I’ve never read any of his books.
On the other hand, this guy is my hero:
http://www.oracle-base.com/articles/10g/AutomaticWorkloadRepository10g.php
whoops, not that, http://www.guardian.co.uk/profile/davidmitchell
+1
Vreaa: Can you postion this in the front page ASAP?
People in the Vancouver City Hall: Can you please the Property tax Cheques? I am not surprised, the City Hall can miss $5,000 in interest/day for not walking the cheques to the bank. (If you paid the tax in City Hall in July 5, it is still not cashed as of today)
Tips: to City Hall accountants. You can skip the paperwork now, and walk to the RBC across the street. It will the most expensive walk in history of Vancouver
Chris, email Suzan Anton, Michael Geller, and other NPA types with their fingers into the media. They will highlight it tout de suite. (They need all the help they can get!)
I’m not familiar with this guy’s work but I am a huge fan of the other David Mitchell (Peep Show, Mitchell and Webb, etc).
When I get home from work I’ll try to track down the (other) David Mitchell interview where he talks about how happy he is being a renter as he’s saving tons of money and prices are going down at the same time.
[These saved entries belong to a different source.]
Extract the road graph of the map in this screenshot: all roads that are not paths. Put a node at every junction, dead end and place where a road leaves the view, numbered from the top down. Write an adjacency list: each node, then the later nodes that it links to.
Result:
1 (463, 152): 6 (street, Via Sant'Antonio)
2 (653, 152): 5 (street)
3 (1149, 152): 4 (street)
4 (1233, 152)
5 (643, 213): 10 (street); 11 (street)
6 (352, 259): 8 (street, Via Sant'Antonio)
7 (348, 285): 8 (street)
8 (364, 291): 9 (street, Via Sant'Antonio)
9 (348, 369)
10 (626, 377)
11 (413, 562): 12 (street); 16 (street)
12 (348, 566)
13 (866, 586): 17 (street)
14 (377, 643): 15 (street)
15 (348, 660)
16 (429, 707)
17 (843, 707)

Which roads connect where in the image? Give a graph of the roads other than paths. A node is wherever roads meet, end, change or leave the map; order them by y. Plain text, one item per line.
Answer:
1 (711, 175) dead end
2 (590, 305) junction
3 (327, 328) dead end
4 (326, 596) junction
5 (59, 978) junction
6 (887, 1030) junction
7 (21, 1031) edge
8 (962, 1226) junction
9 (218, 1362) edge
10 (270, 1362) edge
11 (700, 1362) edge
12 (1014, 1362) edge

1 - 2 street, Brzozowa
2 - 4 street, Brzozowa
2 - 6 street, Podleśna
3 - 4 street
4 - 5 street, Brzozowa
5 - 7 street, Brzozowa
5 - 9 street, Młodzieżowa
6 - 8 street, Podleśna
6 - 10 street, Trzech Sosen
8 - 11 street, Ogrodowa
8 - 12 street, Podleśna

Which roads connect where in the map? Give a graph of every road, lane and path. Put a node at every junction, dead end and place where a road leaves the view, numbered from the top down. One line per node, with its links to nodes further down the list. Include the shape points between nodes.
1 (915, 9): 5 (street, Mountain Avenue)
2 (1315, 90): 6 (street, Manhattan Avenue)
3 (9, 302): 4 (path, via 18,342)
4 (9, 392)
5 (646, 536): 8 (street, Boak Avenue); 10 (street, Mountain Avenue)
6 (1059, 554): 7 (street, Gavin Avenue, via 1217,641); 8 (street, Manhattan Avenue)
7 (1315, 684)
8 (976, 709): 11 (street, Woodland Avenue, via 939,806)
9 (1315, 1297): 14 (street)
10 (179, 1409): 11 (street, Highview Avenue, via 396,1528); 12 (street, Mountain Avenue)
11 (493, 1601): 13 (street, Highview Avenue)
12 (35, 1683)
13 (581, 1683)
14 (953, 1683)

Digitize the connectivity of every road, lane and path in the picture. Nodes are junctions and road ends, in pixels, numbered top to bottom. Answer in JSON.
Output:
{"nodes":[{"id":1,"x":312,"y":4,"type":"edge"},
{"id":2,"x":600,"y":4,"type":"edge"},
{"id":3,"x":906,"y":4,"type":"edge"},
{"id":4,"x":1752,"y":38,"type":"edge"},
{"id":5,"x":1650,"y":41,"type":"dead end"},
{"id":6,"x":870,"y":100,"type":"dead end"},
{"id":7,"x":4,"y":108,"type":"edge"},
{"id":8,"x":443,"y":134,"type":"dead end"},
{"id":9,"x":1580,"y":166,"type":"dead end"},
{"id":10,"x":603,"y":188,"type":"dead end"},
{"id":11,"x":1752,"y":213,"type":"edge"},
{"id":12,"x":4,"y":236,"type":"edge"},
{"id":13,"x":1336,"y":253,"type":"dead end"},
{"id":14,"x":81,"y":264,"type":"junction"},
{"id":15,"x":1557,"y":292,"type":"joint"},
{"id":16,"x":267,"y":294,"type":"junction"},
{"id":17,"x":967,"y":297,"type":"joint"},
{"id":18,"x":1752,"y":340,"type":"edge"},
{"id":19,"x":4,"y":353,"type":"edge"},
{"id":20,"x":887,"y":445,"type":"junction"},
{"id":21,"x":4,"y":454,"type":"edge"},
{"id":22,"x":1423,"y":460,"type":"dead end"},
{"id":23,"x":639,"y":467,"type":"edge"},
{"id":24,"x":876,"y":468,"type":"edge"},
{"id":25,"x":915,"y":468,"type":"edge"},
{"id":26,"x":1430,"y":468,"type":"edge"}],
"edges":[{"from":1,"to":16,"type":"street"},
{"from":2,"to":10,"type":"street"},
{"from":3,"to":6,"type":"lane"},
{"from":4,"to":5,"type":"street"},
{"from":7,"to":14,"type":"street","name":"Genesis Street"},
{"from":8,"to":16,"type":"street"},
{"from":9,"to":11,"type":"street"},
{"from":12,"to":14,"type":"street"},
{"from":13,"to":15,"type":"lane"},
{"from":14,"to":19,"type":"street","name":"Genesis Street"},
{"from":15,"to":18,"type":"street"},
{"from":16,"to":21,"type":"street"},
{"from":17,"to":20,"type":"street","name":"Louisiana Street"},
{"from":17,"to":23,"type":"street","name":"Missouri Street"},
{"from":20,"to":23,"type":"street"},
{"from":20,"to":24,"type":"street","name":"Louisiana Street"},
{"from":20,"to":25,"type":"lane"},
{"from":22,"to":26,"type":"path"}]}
It doesn’t actually say whether he owns or rents but you get the idea:
“Well, my policy at some point is to sort of upgrade but I know it’ll be a long process,” he offers bashfully. “And also,” he explains, beginning to laugh, “the later I wait, the nicer the next place I get will be. And that’s doubly happening now,” he grins triumphantly. “I’m stockpiling cash, and prices are going down. So I might as well hang on for the stately home.”
http://www.guardian.co.uk/lifeandstyle/2009/jun/08/g2-interview-david-mitchell-television
Author David Mitchell…
Oh! Plee…..zeeeee, spare me the abstract BS and actually spend a day in Vancouver, one of the most overrated cities in the world…
David Mitchell did spend a day or two in Vancouver, but he did it after writing this piece… that’s why it’d be nice to know his actual impression of the city.
By the way, ‘abstract’ impressions of a place are, in our opinion, far from ‘BS’. They are an integral part of the fantasy/sentiment that drives our speculative mania.
This piece shows that some are besotted with an imaginary Vancouver, even those who haven’t visited. That has been a factor that gooses the market.
Sentiment is ephemeral, and can turn in a moment.
there’s just been so much marketing about vancouver around the world
so much PR – with the usual ‘truth in advertising’ joke left out.